4.3.4 - Sensitive attributes
A Presidio Personally Identifiable Information (PII) scrubber was implemented so the scraped data is cleaned before being uploaded to the database. See more details of the preisidio tool here: https://microsoft.github.io/presidio/
4.3.5 - Data completeness and representativeness
Only available data is used, the database is updated every 24 hours. If there is an grant/loan opportunity which has closed the tool will filter this out and not use this in the generated response.
4.3.6 - Data cleaning
Selecting important metadata like opportunity, summary, close and open dates for the application is extracted and stored as metadata.
4.3.7 - Data collection
Originally used as a public source of information for companies to get access/find more information about relevant funding opportunities. The tool is making this information more accessible by finding the most relevant pages and summarising this information for the user.
4.3.8 - Data access and storage
Data access is limited to DBT developers who have been working on the project. Source data is refreshed daily, overwriting previous data. All data used by the AI model to generate summaries is available publicly.
4.3.9 - Data sharing agreements
All data is publicly available, we have been given permission by innovate.uk to be able to scrape the data from their website.
Tier 2 - Operational Data Specification
4.4.1 - Data sources
An API call is made from the client which will trigger a backend process to return a response to the client. The API call will contain user inputs. In the backend, data is obtained from innovate uk, finance and support on gov.uk and Catapult UK.
4.4.2 - Sensitive attributes
There is a PII (Personally Identifiable Information) scrubber that runs as part of the web scraping/ingestion that removes PII, so that it is not written to the vector store. The client can only send pre-defined values that are enforced by a schema in the backend.
4.4.3 - Data processing methods
The information received from the client is converted into a prompt and sent to Bedrock. There is minimal processing of the user input data, beyond some basic mapping. For example, user location data (input as postcode) is mapped to UK region, such as South East. The postcode is not given to the model. Documents retrieved that match the users inputs are not processed further. The output that is served back to the user is processed. A software package is used to apply html formatting to the raw LLM output.

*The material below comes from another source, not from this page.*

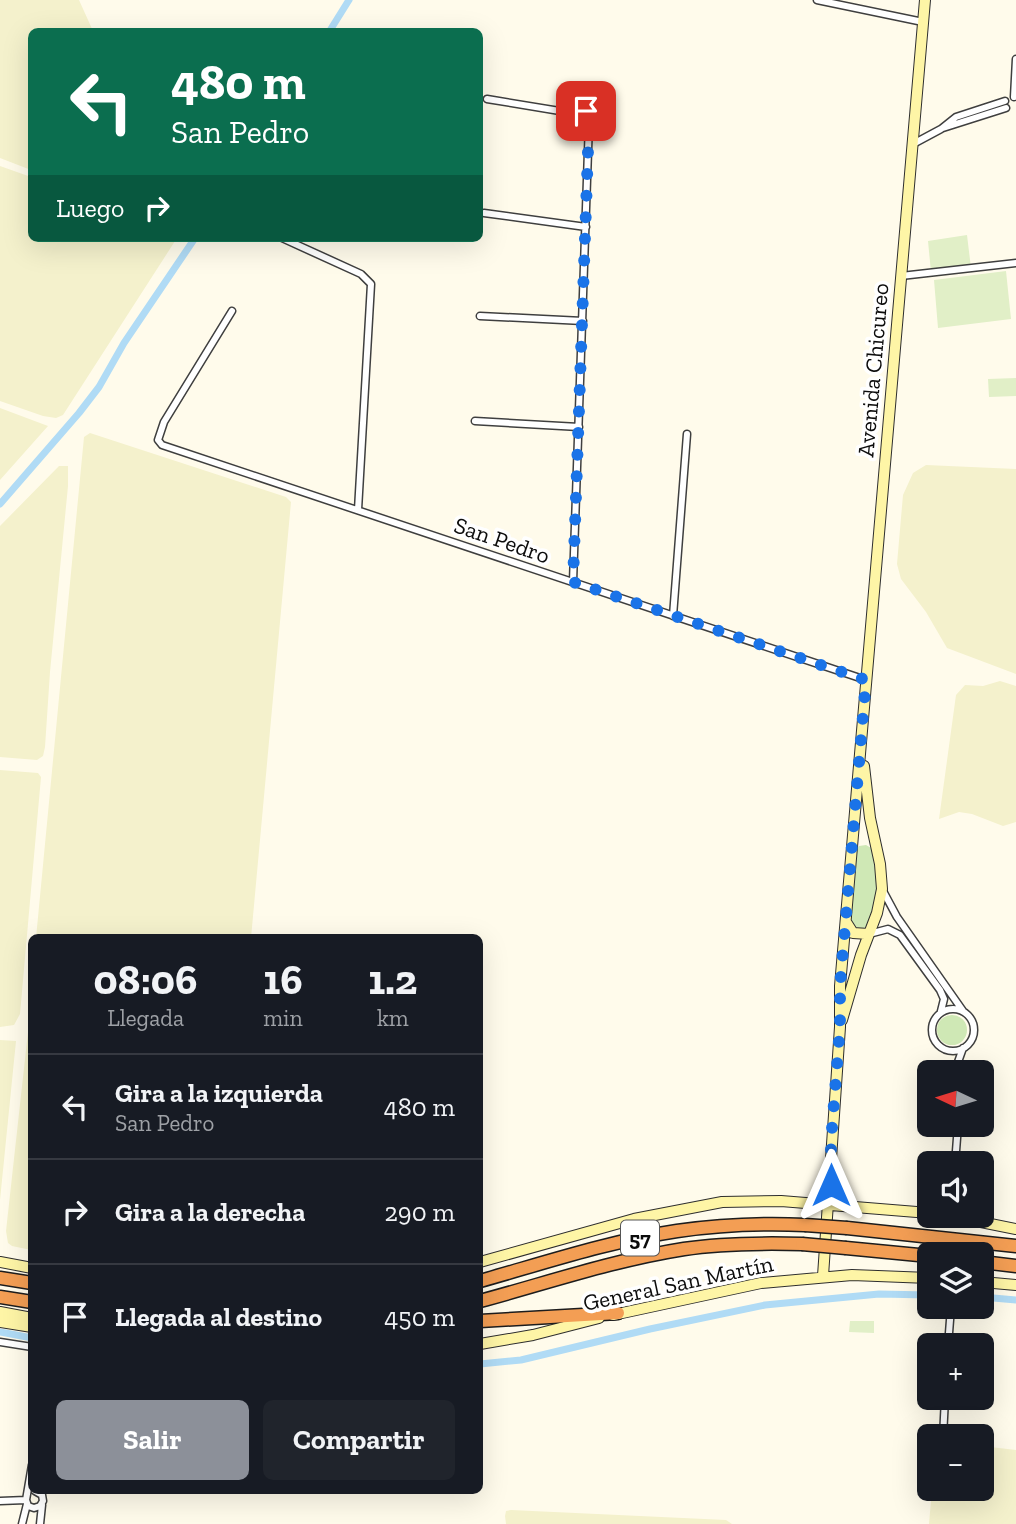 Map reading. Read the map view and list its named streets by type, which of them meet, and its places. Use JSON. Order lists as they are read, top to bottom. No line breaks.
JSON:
{"streets":{"highway":["57"],"main road":["Avenida Chicureo","General San Martín"],"street":["San Pedro"]},"crossings":[["Avenida Chicureo","San Pedro"],["Avenida Chicureo","General San Martín"]],"north":"left","page":{"turn":["480 m","San Pedro"],"then":"Luego","eta":["08:06","Llegada","16","min","1.2","km"],"list":[{"name":"Gira a la izquierda","note":"San Pedro","value":"480 m"},{"name":"Gira a la derecha","value":"290 m"},{"name":"Llegada al destino","value":"450 m"}],"map_buttons":["+","−"],"buttons":["Salir","Compartir"]}}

4.4.4 - Data access and storage
User inputs and the generative AI response will be stored in a temporary cache to improve response times and reduce cost due to repeat requests. A sample of this data will be transferred to the department’s internal data workspace for monitoring and evaluation purposes. User feedback on the generative AI response will also be captured (where provided) and transferred. Access will be restricted to DBT internal use only. The information asset owner will be responsible for the data.
4.4.5 - Data sharing agreements
N/A
Tier 2 - Risks, Mitigations and Impact Assessments
5.1 - Impact assessments
A preliminary PSED (public sector equality duty) has been completed (early July 2025). Keys findings from that were that the tool would not cause negative impact. Rather, there would be potential for advancing equality of opportunity in future with the appropriate data sources. A DPIA has also been conducted.

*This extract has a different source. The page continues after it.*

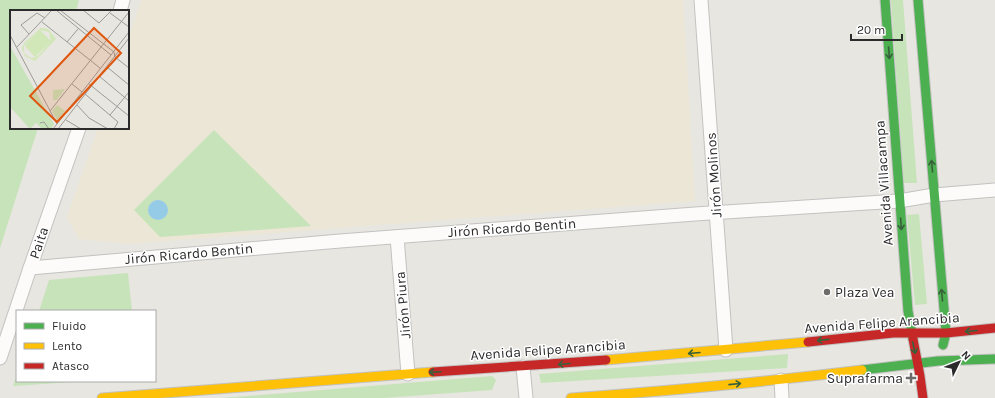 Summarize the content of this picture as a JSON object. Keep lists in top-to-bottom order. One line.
{"streets":{"main road":["Avenida Villacampa","Avenida Felipe Arancibia"],"street":["Jirón Molinos","Jirón Ricardo Bentin","Paita","Jirón Piura"]},"crossings":[["Jirón Molinos","Jirón Ricardo Bentin"],["Jirón Molinos","Avenida Felipe Arancibia"],["Avenida Villacampa","Jirón Ricardo Bentin"],["Avenida Villacampa","Avenida Felipe Arancibia"],["Jirón Ricardo Bentin","Paita"],["Jirón Ricardo Bentin","Jirón Piura"],["Jirón Piura","Avenida Felipe Arancibia"]],"places":{"other":["Plaza Vea"],"health":["Suprafarma"]},"legend":["Fluido","Lento","Atasco"],"scale_bar":"20 m","north":"top right"}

5.2 - Risks and mitigations
Privacy: small risk of individual names included in source content. This risk has been mitigated by implementing a personal information scrubber before any sources are stored. Unfair outcomes: The purpose of the tool is to surface the most relevant funding options based on their inputs. There is therefore a risk that options that are better suited to a user are not surfaced because we are not capturing certain inputs. This risk is mitigated by the wider context of the tool, all options are accessible within the same user journey (via the business.gov guide).